El ser humano, hombre o mujer, siempre vive por encima de sus realidades, vive en el amplio territorio de la posibilidad; lanzado por un deseo que no acaba nunca, por un deseo irrealizable, navega hacia un horizonte que sabe no puede alcanzar. El deseo del logro, y quizá el deseo de poder (si es que no se trata del mismo deseo!) es lo más esencial de la avidez del ser humano.

Nietzsche concebía la “voluntad de poder” como una voluntad que quiere siempre más poder, es decir: como una voluntad de superación, como voluntad de actuar, de quemar toda su energía. Merlau-Ponty hablaba de cada uno de nosotros como ese ser insaciable que se adueña de todo lo que puede alcanzar. No hay abertura sobre el mundo sin un deseo que le vaya asociado.

         Cualquier deseo, y aún  más el deseo de poder, nace de un desnivel previo, de la inconstancia del medio en el que se produce (por eso no existe aprendizaje posible del deseo!). Es un mecanismo de ignición, una fuerza que nos prende y que busca saltar sobre nuestra propia sombra. De tal modo que el desplome de la potencia vital, la desgana, lo inaguantable de la depresión, es vivir en la angustia de la falta de posibilidades vitales. Es un tormento insoportable no poder lograr lo que se anhela y, a la vez, no poder renunciar a ello.

Pero la fascinación del poder como tal es siempre una burla, es el desafío de tener que asumirlo hasta la muerte (la suya y la de los otros). El poder de dominación juega con el prestigio ritual de la muerte, de una forma estética de la muerte, en un escenario ya superado en el mismo momento en que éste aparece en la historia.

El amor, en la otra esquina del deseo, brega frente al poder, porque quiere apoderarse del otro sin dominarlo, es decir: haciéndolo libre. Sólo en virtud del amor, que es su imperiosa y lúcida capacidad, logra el deseo vivir la fidelidad de recrear al ser amado. Si somos capaces de recrear, de contribuir a la vida, y es nuestra aspiración más profunda, es porque nos negamos al poder de la dominación. Se asume ante el otro una responsabilidad que excede al propio poder, se le concede un derecho que no podemos asegurarle, aun corriendo el riesgo (bendito riesgo!) de ofrendar la vida.

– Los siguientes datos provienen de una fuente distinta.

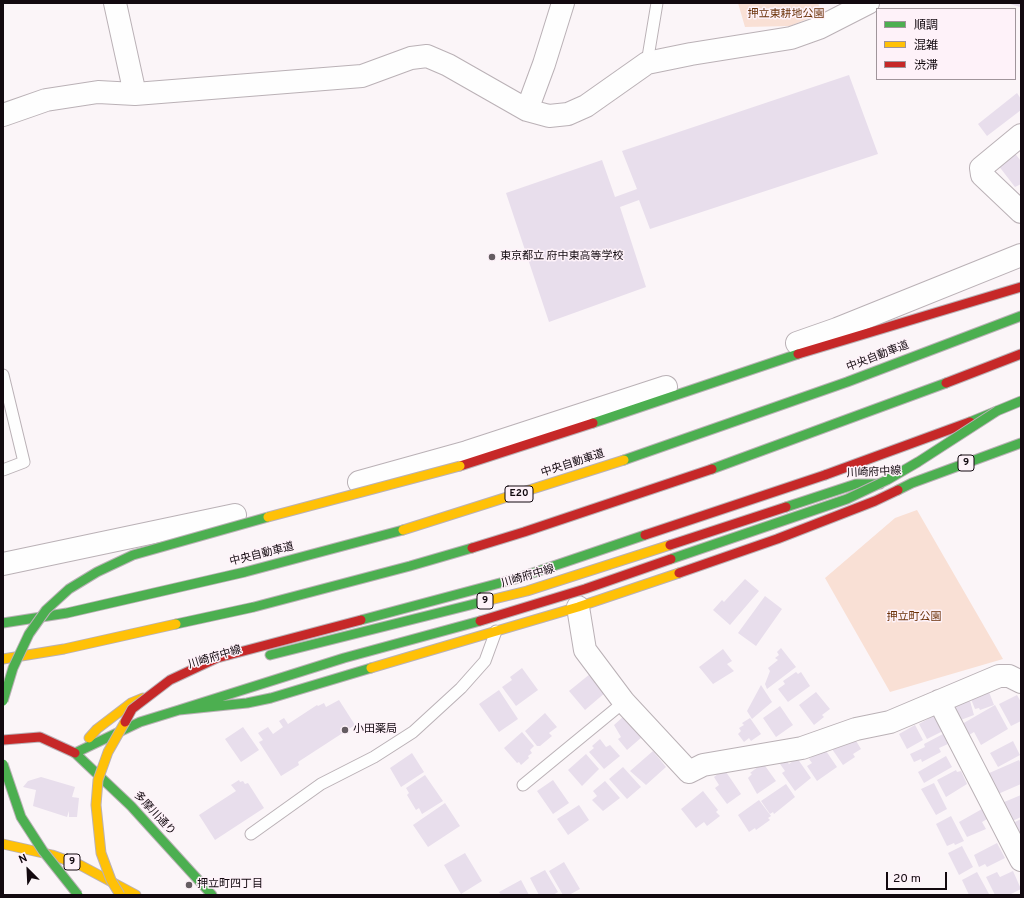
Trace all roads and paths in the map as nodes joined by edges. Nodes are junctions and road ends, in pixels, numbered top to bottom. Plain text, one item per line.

         Uno se siente siempre responsable del ser amado como si su vida dependiera totalmente de él. Más aún, nos sentimos responsables de no poder evitarle ningún daño, de no tener más poder para defender su felicidad o incluso su vida. De no disponer del poder suficiente para asegurarle todo lo que espera o necesita, de modo que estaríamos dispuestos a arriesgar la nuestra para conseguirlo. Por el amor la realización del otro es la propia plenitud, porque en la entrega se encuentra la propia identidad.

El poder de la dominación es la muerte, el poder del amor es recrear la vida y la libertad en la comunión. Doble cara del poder: deseo ilimitado de expansión y deseo del otro, antagonista o cómplice, someter o seducir, suplantar o implicar al otro en el logro del propio deseo.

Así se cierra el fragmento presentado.